Exercise details: Output each record in full, exactly as it stands.

Input records:
-=-=-
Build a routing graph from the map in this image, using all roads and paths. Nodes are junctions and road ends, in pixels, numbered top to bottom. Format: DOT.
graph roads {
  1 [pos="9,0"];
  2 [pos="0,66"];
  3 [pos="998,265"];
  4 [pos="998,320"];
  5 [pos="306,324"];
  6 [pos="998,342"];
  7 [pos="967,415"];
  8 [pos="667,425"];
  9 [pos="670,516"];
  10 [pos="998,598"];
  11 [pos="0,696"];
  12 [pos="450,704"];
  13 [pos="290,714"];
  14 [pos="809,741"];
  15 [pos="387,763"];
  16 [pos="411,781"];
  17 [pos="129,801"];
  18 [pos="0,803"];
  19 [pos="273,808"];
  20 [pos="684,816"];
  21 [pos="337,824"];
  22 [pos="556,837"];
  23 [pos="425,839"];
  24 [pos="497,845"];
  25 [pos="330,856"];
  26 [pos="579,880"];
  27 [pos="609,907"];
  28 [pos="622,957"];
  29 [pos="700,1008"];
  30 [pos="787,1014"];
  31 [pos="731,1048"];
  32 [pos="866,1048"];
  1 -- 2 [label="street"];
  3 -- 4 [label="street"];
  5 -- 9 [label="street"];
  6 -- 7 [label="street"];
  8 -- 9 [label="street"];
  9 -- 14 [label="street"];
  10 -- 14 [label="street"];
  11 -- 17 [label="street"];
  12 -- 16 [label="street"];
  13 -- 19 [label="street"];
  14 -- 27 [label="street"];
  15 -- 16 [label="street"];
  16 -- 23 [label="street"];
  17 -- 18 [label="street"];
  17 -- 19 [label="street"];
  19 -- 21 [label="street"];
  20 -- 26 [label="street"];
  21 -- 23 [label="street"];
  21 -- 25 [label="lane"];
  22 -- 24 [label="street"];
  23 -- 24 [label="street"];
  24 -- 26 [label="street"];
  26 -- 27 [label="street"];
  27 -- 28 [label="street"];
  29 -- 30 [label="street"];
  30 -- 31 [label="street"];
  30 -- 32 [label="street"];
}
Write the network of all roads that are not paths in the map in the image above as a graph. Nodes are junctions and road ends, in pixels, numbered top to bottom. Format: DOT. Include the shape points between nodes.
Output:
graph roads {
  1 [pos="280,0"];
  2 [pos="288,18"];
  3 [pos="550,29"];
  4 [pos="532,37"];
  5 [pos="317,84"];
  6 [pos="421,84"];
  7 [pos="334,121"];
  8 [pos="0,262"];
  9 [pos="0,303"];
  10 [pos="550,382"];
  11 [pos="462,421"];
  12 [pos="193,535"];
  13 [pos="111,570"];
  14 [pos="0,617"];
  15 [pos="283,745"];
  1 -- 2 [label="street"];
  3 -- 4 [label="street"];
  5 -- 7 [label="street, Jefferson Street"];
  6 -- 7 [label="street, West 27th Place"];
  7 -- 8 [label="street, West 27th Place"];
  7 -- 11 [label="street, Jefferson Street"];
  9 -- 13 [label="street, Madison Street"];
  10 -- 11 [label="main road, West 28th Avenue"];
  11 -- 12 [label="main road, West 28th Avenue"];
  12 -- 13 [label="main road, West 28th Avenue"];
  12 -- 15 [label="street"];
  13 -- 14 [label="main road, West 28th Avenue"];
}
-=-=-
Answer box:
Build a routing graph from the map in this image, using all roads and paths. Nodes are junctions and road ends, in pixels, numbered top to bottom. Format: DOT.
graph roads {
  1 [pos="9,0"];
  2 [pos="0,66"];
  3 [pos="998,265"];
  4 [pos="998,320"];
  5 [pos="306,324"];
  6 [pos="998,342"];
  7 [pos="967,415"];
  8 [pos="667,425"];
  9 [pos="670,516"];
  10 [pos="998,598"];
  11 [pos="0,696"];
  12 [pos="450,704"];
  13 [pos="290,714"];
  14 [pos="809,741"];
  15 [pos="387,763"];
  16 [pos="411,781"];
  17 [pos="129,801"];
  18 [pos="0,803"];
  19 [pos="273,808"];
  20 [pos="684,816"];
  21 [pos="337,824"];
  22 [pos="556,837"];
  23 [pos="425,839"];
  24 [pos="497,845"];
  25 [pos="330,856"];
  26 [pos="579,880"];
  27 [pos="609,907"];
  28 [pos="622,957"];
  29 [pos="700,1008"];
  30 [pos="787,1014"];
  31 [pos="731,1048"];
  32 [pos="866,1048"];
  1 -- 2 [label="street"];
  3 -- 4 [label="street"];
  5 -- 9 [label="street"];
  6 -- 7 [label="street"];
  8 -- 9 [label="street"];
  9 -- 14 [label="street"];
  10 -- 14 [label="street"];
  11 -- 17 [label="street"];
  12 -- 16 [label="street"];
  13 -- 19 [label="street"];
  14 -- 27 [label="street"];
  15 -- 16 [label="street"];
  16 -- 23 [label="street"];
  17 -- 18 [label="street"];
  17 -- 19 [label="street"];
  19 -- 21 [label="street"];
  20 -- 26 [label="street"];
  21 -- 23 [label="street"];
  21 -- 25 [label="lane"];
  22 -- 24 [label="street"];
  23 -- 24 [label="street"];
  24 -- 26 [label="street"];
  26 -- 27 [label="street"];
  27 -- 28 [label="street"];
  29 -- 30 [label="street"];
  30 -- 31 [label="street"];
  30 -- 32 [label="street"];
}
Write the network of all roads that are not paths in the map in the image above as a graph. Nodes are junctions and road ends, in pixels, numbered top to bottom. Format: DOT. Include the shape points between nodes.
Output:
graph roads {
  1 [pos="280,0"];
  2 [pos="288,18"];
  3 [pos="550,29"];
  4 [pos="532,37"];
  5 [pos="317,84"];
  6 [pos="421,84"];
  7 [pos="334,121"];
  8 [pos="0,262"];
  9 [pos="0,303"];
  10 [pos="550,382"];
  11 [pos="462,421"];
  12 [pos="193,535"];
  13 [pos="111,570"];
  14 [pos="0,617"];
  15 [pos="283,745"];
  1 -- 2 [label="street"];
  3 -- 4 [label="street"];
  5 -- 7 [label="street, Jefferson Street"];
  6 -- 7 [label="street, West 27th Place"];
  7 -- 8 [label="street, West 27th Place"];
  7 -- 11 [label="street, Jefferson Street"];
  9 -- 13 [label="street, Madison Street"];
  10 -- 11 [label="main road, West 28th Avenue"];
  11 -- 12 [label="main road, West 28th Avenue"];
  12 -- 13 [label="main road, West 28th Avenue"];
  12 -- 15 [label="street"];
  13 -- 14 [label="main road, West 28th Avenue"];
}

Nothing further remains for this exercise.